Um dia pareceu-me ver-te. Sim. Eras tu. Estavas de regresso. “Voltei”, disseste, com a naturalidade de quem voltava a casa no final de mais um dia de trabalho. Como se fosse mais uma volta na meada de que se tecia o nosso quotidiano. Tentei ser cortês. Gentil, até. Afinal, guardei durante tanto tempo os nossos beijos caídos, estimando-os como diamantes, que não podia apenas e simplesmente fazer de conta que não te conhecia, ou que te odiava. Expliquei-te a história do aprisionamento dos beijos nossos, todos aqueles que caíram ao chão. Sim. Eram muitos, mais meus do que teus, na verdade. Contei-te da minha dependência e da minha desintoxicação.
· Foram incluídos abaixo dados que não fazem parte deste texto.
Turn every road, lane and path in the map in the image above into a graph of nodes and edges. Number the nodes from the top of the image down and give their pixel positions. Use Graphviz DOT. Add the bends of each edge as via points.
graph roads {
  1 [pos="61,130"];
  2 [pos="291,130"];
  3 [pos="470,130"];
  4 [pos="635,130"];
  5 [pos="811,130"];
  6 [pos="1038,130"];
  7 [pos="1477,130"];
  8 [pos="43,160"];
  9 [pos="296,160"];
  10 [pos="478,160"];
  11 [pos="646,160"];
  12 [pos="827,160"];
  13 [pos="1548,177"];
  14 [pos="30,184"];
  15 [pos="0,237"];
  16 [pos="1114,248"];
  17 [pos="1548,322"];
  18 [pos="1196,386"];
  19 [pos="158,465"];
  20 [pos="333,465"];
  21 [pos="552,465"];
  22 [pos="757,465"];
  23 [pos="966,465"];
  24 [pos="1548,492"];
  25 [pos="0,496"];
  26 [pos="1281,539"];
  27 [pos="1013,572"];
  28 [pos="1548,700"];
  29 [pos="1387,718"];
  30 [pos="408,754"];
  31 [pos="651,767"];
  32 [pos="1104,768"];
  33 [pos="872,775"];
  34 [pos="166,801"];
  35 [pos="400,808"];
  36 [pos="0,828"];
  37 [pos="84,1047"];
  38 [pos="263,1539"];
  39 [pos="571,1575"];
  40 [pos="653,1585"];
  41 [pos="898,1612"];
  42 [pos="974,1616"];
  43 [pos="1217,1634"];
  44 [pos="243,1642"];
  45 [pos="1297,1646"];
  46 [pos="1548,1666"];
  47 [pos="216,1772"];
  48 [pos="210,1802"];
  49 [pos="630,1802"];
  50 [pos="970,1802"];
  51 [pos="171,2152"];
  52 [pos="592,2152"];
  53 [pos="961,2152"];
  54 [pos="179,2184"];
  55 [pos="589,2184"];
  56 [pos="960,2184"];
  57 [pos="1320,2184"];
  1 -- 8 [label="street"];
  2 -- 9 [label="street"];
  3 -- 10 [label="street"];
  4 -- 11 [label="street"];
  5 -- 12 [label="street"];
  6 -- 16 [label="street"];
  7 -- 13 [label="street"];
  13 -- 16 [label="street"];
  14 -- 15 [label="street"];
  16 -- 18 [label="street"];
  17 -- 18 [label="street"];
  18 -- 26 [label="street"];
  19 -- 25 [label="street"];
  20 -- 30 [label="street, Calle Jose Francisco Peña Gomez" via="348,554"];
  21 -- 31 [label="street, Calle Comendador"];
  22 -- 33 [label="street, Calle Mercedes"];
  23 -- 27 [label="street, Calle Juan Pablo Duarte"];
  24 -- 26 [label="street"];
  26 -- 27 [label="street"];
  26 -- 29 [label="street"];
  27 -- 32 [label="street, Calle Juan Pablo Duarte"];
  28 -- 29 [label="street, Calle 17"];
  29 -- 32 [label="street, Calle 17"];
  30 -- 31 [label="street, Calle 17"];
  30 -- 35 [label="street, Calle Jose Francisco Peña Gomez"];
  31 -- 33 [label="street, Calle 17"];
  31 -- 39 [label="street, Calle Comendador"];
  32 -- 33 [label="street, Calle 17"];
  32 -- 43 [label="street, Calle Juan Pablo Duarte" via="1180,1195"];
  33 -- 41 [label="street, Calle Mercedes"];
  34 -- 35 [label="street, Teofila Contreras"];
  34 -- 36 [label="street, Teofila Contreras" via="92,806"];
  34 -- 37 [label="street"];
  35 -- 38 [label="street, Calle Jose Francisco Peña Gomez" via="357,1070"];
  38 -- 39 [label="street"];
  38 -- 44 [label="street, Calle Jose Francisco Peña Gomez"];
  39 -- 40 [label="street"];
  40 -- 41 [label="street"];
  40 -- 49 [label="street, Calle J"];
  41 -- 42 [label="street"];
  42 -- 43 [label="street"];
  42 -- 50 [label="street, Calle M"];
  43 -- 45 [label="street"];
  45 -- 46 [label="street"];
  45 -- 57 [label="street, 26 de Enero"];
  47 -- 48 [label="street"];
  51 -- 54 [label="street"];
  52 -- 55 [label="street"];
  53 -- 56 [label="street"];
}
De como me convenci de que os nossos beijos caídos ao chão eram ainda parte de ti. De que junto deles te tinha comigo. Expliquei-te como tudo não passava de fraude. Quem deita beijos ao chão deixa de ser dono, segundo a lei do coração, num qualquer decreto cujo número, sem alíneas, agora não me ocorre. Falei-te depois de como reabilitei os beijos. De como o amor tudo cura e de como de nossos eles passaram a meus. Nessa altura, quando percebi que éramos apenas uns dos outros, eu e os meus beijos jogados ao chão, e depois num frasco de compota de alperce, se não me engano, estava já próximo o dia em que abri o frasco e todos voámos do chão, onde nos encontrávamos, a aguardar que um aspirador nos descobrisse por debaixo da dobra do tapete da nossa vida. Agora tínhamos asas e permanecíamos na vida uns dos outros. Ganhámos autonomia e percebemos que sempre a deveríamos ter tido.
“Gostei de te ver e perceber de perto o que já sabia de longe. Ainda bem que vieste, mas não lhe chames voltar. Regressar é chegar ao local onde se é esperado e eu nada aguardo, senão felicidade e liberdade. Voltar implicaria que ficavas e eu já não moro aqui. Sabes, agora, tenho asas. Vivo por aí. Se precisares de um bom cofre, podes ficar com o meu frasco de compota de alperce. Queres?”
* Este é o conto com o qual respondi ao desafio Ordem Inversa, a convite da ilustradora Andrea Ebert, no qual o ponto de partida para um pequeno livro eram as suas ilustrações, à volta das quais o texto nasceria e no qual se inspiraria.